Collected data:
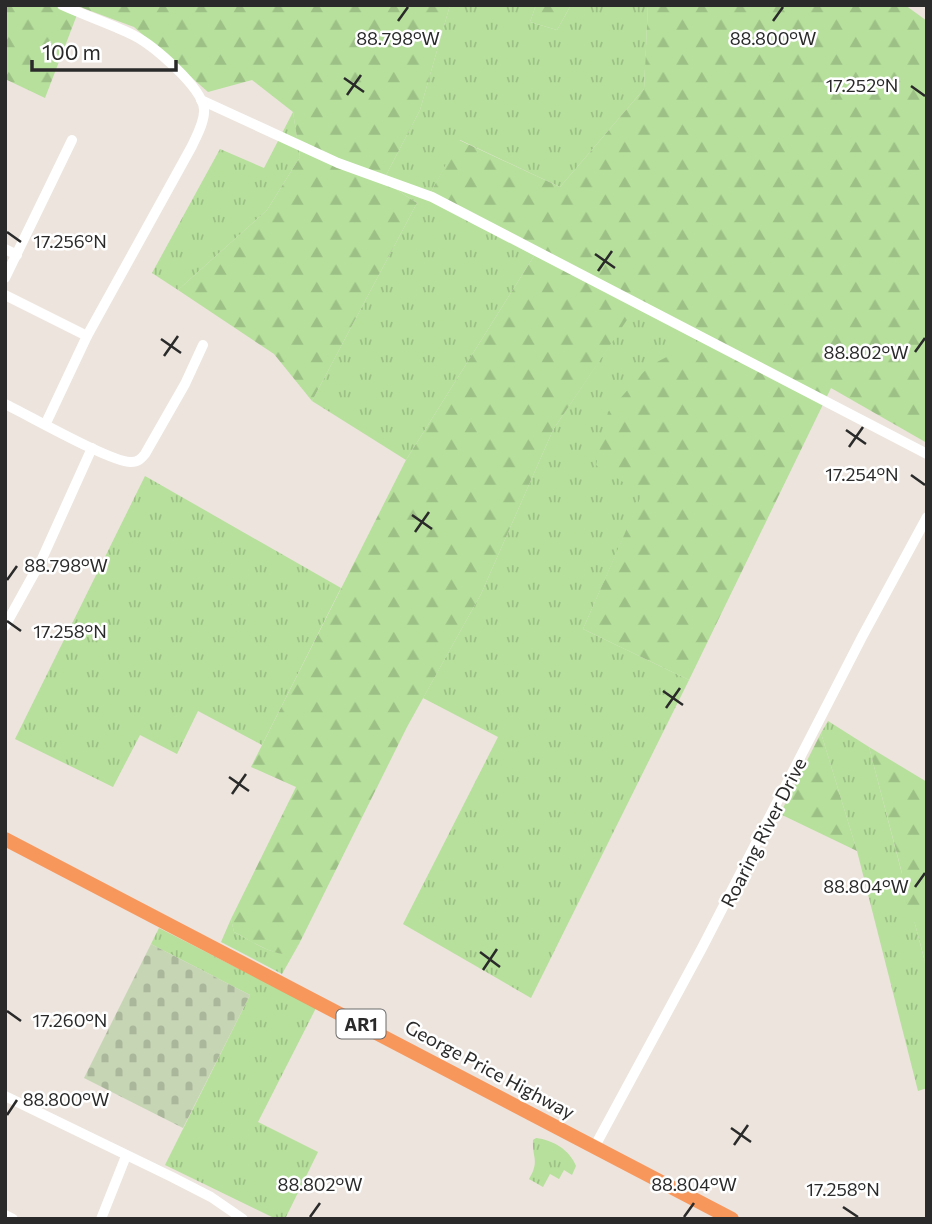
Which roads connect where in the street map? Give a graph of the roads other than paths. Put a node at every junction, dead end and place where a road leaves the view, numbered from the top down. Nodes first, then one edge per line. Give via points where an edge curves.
1 (62, 5) edge
2 (201, 100) junction
3 (72, 140) dead end
4 (5, 249) edge
5 (17, 255) junction
6 (5, 278) edge
7 (5, 295) edge
8 (87, 336) junction
9 (203, 345) dead end
10 (5, 404) edge
11 (46, 423) junction
12 (93, 448) junction
13 (927, 454) edge
14 (927, 517) edge
15 (5, 626) edge
16 (5, 839) edge
17 (5, 1096) edge
18 (596, 1146) junction
19 (126, 1156) junction
20 (5, 1215) edge
21 (13, 1219) edge
22 (100, 1219) edge
23 (243, 1219) edge
24 (732, 1219) edge

1 - 2 street via 134,36 190,83
2 - 8 street via 202,121 192,146
2 - 13 street via 338,163 432,197
3 - 5 street
4 - 5 street
5 - 6 street
7 - 8 street
8 - 11 street
9 - 12 street via 139,460 129,462
10 - 11 street
11 - 12 street
12 - 15 street
14 - 18 street, Roaring River Drive
16 - 18 highway, George Price Highway / AR1
17 - 19 street
18 - 24 highway, George Price Highway / AR1
19 - 22 street
19 - 23 street via 211,1197
20 - 21 street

Aim of the exercise: Return the entries above in full and unchanged, omitting every image.

Answer section:
Which roads connect where in the street map? Give a graph of the roads other than paths. Put a node at every junction, dead end and place where a road leaves the view, numbered from the top down. Nodes first, then one edge per line. Give via points where an edge curves.
1 (62, 5) edge
2 (201, 100) junction
3 (72, 140) dead end
4 (5, 249) edge
5 (17, 255) junction
6 (5, 278) edge
7 (5, 295) edge
8 (87, 336) junction
9 (203, 345) dead end
10 (5, 404) edge
11 (46, 423) junction
12 (93, 448) junction
13 (927, 454) edge
14 (927, 517) edge
15 (5, 626) edge
16 (5, 839) edge
17 (5, 1096) edge
18 (596, 1146) junction
19 (126, 1156) junction
20 (5, 1215) edge
21 (13, 1219) edge
22 (100, 1219) edge
23 (243, 1219) edge
24 (732, 1219) edge

1 - 2 street via 134,36 190,83
2 - 8 street via 202,121 192,146
2 - 13 street via 338,163 432,197
3 - 5 street
4 - 5 street
5 - 6 street
7 - 8 street
8 - 11 street
9 - 12 street via 139,460 129,462
10 - 11 street
11 - 12 street
12 - 15 street
14 - 18 street, Roaring River Drive
16 - 18 highway, George Price Highway / AR1
17 - 19 street
18 - 24 highway, George Price Highway / AR1
19 - 22 street
19 - 23 street via 211,1197
20 - 21 street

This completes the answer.